Let's take this thought exercise a step further and set both camps at opposite ends of a continuum. Now ask yourself, where do you stand? If ever you're to get anyplace, you'll first need to know where you are.
What Sells Will Sell
But this mindset is not without its risks. The first law of pop culture states that any time something becomes sufficiently popular, "me-too" examples always seem to crop up, hoping to ride its coattails. Pop culture's second law holds that consumer tastes can be fickle -- what sells at any given moment might flop the next. Case in point: remember that steamy paranormal romance between an Egyptian mummy and a shapeshifting were-moose sorceress? Yeah, we don't either.
What's Good Will Sell
One extreme example of this type was Howard Phillips Lovecraft. The man sure could write, and yet Lovecraft never garnered much notoriety while alive. His work has since become astronomically famous and has been interpreted in subsequent literature, music, art, film, and even videogames. The almost unbelievable popularity of his writing underscores his talent and creativity. It's just a shame this all came too late for him to enjoy it.
Just Who Are You, Anyway?
* Do you write just to sell books, or because you believe in your story?

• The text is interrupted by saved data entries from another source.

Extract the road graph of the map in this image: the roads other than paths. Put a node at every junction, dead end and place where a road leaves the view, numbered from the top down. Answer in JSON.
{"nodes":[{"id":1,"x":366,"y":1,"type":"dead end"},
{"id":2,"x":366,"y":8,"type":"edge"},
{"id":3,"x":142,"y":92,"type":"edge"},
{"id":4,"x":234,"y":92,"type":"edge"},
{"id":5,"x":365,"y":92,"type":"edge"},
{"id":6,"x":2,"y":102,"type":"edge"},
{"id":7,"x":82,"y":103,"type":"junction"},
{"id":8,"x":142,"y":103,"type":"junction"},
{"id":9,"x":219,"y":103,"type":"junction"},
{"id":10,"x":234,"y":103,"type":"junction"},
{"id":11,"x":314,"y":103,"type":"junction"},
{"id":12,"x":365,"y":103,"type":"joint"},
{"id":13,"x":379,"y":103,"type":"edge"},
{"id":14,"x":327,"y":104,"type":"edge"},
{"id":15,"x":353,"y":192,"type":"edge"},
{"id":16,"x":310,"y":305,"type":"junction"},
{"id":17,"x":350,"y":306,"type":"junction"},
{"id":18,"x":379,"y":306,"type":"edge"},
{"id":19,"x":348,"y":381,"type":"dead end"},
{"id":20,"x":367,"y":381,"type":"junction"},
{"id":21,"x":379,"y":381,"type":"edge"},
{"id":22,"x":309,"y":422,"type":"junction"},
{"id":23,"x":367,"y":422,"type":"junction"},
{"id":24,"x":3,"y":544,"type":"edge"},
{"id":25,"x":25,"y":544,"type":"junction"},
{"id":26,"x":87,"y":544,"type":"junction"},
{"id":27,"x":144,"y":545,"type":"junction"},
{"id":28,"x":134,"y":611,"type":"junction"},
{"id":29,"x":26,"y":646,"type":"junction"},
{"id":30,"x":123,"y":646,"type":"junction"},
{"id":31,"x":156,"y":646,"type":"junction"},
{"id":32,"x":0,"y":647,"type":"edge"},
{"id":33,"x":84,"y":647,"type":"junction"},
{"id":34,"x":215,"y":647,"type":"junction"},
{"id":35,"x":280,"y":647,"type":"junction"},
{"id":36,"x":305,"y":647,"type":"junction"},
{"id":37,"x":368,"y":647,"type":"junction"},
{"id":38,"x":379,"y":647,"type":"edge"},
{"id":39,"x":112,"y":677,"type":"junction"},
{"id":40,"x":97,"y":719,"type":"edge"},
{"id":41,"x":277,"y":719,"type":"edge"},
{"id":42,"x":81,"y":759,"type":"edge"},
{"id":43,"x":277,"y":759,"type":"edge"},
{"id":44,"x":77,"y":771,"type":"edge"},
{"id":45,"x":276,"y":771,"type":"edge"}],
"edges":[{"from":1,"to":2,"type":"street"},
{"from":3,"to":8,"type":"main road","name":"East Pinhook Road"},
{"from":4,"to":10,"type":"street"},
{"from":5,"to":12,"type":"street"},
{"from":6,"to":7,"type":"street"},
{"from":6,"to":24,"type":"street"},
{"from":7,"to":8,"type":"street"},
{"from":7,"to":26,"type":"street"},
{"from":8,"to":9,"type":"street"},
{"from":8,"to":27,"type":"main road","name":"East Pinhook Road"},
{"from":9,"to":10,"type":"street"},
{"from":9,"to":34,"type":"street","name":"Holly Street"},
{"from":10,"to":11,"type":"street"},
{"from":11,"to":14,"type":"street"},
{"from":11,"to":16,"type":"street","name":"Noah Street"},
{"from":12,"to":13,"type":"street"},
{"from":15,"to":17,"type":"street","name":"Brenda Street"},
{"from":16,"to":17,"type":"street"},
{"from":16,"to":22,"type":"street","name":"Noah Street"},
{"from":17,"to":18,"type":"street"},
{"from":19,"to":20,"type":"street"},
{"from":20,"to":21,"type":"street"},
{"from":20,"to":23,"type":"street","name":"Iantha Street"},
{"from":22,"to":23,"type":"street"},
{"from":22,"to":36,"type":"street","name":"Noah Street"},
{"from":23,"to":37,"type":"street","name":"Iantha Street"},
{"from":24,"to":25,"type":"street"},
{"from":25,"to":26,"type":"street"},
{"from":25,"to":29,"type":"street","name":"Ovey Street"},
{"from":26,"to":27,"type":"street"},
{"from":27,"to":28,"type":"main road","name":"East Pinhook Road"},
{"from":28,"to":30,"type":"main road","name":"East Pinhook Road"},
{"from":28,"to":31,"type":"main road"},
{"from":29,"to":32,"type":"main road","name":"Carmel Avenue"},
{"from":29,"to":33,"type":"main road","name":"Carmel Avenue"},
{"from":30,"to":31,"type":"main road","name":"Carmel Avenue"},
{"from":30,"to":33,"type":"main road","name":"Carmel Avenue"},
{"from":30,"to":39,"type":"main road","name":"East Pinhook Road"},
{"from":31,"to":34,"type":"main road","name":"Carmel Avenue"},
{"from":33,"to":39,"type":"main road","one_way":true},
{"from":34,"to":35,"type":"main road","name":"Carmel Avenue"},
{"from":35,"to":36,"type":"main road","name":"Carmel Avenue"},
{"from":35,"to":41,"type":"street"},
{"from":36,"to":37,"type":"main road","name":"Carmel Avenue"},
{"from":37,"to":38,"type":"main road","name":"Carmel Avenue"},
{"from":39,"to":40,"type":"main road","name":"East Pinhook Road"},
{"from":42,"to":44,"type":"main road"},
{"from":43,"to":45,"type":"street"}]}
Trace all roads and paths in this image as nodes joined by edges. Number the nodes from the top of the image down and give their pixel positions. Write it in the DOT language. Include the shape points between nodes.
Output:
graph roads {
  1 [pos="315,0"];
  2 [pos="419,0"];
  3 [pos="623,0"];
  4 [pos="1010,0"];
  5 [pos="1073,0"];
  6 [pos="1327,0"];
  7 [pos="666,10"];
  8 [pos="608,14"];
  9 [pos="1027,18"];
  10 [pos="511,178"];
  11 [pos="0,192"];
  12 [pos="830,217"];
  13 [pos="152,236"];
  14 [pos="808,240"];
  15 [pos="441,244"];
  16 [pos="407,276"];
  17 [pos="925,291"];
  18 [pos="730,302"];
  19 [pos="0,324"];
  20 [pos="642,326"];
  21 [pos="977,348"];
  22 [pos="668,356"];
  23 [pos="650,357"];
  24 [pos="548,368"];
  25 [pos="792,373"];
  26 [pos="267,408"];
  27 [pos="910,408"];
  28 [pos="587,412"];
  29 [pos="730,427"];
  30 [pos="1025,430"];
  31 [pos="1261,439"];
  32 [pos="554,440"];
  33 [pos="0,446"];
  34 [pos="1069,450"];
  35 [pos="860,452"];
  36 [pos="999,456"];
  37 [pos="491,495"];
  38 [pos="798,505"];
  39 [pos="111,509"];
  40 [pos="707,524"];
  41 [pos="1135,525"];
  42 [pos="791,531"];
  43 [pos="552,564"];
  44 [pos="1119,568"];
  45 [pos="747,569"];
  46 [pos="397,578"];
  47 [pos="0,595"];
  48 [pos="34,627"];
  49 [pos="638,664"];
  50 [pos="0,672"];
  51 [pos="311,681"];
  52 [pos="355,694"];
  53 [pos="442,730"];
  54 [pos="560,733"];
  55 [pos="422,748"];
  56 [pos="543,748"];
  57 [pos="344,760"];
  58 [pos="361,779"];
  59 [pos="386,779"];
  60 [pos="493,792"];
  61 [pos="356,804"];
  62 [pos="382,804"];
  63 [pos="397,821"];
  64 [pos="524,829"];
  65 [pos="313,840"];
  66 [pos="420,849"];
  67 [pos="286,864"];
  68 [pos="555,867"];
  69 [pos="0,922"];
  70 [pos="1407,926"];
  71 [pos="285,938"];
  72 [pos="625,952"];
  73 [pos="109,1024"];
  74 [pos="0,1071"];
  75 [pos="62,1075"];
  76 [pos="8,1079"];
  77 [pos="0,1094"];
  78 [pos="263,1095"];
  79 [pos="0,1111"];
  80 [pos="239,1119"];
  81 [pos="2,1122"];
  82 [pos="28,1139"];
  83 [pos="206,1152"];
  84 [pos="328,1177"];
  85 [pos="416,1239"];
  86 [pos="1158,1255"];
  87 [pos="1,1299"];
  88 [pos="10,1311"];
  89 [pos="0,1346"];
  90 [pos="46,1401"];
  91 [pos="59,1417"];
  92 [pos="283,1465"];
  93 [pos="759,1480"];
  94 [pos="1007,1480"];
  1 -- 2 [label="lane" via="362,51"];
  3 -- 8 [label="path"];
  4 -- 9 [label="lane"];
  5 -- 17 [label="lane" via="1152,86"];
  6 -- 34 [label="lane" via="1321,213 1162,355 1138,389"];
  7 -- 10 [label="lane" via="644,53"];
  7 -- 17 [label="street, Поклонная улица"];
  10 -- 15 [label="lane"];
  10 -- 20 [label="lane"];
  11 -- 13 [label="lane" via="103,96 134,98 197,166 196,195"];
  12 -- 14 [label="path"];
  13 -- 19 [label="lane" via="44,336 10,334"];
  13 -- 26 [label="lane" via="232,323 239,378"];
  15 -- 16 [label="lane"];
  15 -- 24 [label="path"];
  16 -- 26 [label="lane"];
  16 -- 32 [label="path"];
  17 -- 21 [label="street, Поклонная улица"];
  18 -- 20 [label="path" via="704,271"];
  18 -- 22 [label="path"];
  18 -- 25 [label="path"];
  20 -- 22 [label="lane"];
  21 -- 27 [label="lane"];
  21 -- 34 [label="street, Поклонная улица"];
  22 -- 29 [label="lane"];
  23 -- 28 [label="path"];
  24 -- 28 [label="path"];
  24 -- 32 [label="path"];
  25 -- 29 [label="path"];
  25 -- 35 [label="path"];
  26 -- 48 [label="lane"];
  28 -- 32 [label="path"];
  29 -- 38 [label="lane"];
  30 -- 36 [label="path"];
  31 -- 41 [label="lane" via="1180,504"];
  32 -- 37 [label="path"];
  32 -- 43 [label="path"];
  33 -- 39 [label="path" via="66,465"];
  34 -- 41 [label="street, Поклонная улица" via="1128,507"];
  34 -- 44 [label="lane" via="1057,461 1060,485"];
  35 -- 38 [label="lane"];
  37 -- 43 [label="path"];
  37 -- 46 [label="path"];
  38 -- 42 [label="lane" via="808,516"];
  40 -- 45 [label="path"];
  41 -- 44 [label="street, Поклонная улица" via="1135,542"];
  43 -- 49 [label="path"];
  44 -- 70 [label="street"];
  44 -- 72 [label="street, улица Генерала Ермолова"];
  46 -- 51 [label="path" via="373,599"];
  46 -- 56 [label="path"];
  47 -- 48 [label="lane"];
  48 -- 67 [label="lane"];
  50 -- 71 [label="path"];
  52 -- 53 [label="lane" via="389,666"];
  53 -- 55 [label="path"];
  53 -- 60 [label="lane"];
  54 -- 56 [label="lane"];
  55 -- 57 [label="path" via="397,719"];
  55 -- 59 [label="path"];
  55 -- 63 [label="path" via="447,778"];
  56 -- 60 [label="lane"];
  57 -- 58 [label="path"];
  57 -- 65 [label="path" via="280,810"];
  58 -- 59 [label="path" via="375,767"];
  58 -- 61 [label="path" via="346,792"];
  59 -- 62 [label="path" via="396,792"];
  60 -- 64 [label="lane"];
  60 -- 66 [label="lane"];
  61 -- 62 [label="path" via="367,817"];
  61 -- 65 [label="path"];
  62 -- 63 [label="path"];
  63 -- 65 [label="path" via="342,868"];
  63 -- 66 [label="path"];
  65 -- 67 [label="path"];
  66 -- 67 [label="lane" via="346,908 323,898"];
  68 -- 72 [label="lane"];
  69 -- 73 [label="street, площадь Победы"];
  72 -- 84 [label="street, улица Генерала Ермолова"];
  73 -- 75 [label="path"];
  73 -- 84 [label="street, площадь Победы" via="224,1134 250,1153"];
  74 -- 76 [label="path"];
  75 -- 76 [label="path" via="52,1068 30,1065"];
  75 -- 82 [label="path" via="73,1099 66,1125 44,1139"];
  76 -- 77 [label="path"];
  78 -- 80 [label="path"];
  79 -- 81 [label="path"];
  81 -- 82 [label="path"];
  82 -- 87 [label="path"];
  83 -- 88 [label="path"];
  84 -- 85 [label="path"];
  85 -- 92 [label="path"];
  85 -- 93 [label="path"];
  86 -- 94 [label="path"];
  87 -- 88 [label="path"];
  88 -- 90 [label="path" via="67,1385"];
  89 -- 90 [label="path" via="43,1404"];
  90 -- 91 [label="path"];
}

* Do you stay firmly within genre expectations, or do you defy convention?
* Would you mind if what you've written shocks your readers, or is that the reason you write?
* Do you write what you feel or know, or do you write what the audience wants to read?
* Are your characters based on people you've met, or are they characters your readers expect in your genre?
* Which is more important: a logical -- but mechanical -- plot, or an organic -- but convoluted -- storyline?
* Which is more important: heavy action or suspense with shallow emotional register, or vice versa?
The answers to questions like these may surprise with how much they say about you. They get to the heart of why you write, which ultimately defines who you are as a writer. They'll also help you spot potential problems in your writing. For instance: maybe overemphasis on tried-and-true genre elements has resulted in a story that rings of cliche; or maybe that genre-defying caveman/steampunk/space opera you've penned confuses readers.
Finding out who you are is your map. Figuring out why you write is your compass. The journey's in the writing.